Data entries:
>>>

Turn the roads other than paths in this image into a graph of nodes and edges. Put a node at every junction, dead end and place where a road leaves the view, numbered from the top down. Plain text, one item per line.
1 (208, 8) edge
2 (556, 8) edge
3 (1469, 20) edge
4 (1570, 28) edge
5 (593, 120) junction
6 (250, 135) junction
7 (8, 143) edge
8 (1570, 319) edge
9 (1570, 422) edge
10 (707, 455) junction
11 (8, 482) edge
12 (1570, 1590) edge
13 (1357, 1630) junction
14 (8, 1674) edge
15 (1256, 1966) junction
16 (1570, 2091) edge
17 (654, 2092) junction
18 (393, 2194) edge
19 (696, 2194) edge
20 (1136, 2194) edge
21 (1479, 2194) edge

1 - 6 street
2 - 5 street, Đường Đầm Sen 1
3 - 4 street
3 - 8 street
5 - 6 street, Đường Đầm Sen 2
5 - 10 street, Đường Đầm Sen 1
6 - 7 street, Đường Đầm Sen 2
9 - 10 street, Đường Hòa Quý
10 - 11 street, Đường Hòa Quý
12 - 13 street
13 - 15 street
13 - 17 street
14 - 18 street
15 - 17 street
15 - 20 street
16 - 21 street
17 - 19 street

<<<

Repeat every record exactly as written, please.

■ **RESULT OF THE TASK**:
Turn the roads other than paths in this image into a graph of nodes and edges. Put a node at every junction, dead end and place where a road leaves the view, numbered from the top down. Plain text, one item per line.
1 (208, 8) edge
2 (556, 8) edge
3 (1469, 20) edge
4 (1570, 28) edge
5 (593, 120) junction
6 (250, 135) junction
7 (8, 143) edge
8 (1570, 319) edge
9 (1570, 422) edge
10 (707, 455) junction
11 (8, 482) edge
12 (1570, 1590) edge
13 (1357, 1630) junction
14 (8, 1674) edge
15 (1256, 1966) junction
16 (1570, 2091) edge
17 (654, 2092) junction
18 (393, 2194) edge
19 (696, 2194) edge
20 (1136, 2194) edge
21 (1479, 2194) edge

1 - 6 street
2 - 5 street, Đường Đầm Sen 1
3 - 4 street
3 - 8 street
5 - 6 street, Đường Đầm Sen 2
5 - 10 street, Đường Đầm Sen 1
6 - 7 street, Đường Đầm Sen 2
9 - 10 street, Đường Hòa Quý
10 - 11 street, Đường Hòa Quý
12 - 13 street
13 - 15 street
13 - 17 street
14 - 18 street
15 - 17 street
15 - 20 street
16 - 21 street
17 - 19 street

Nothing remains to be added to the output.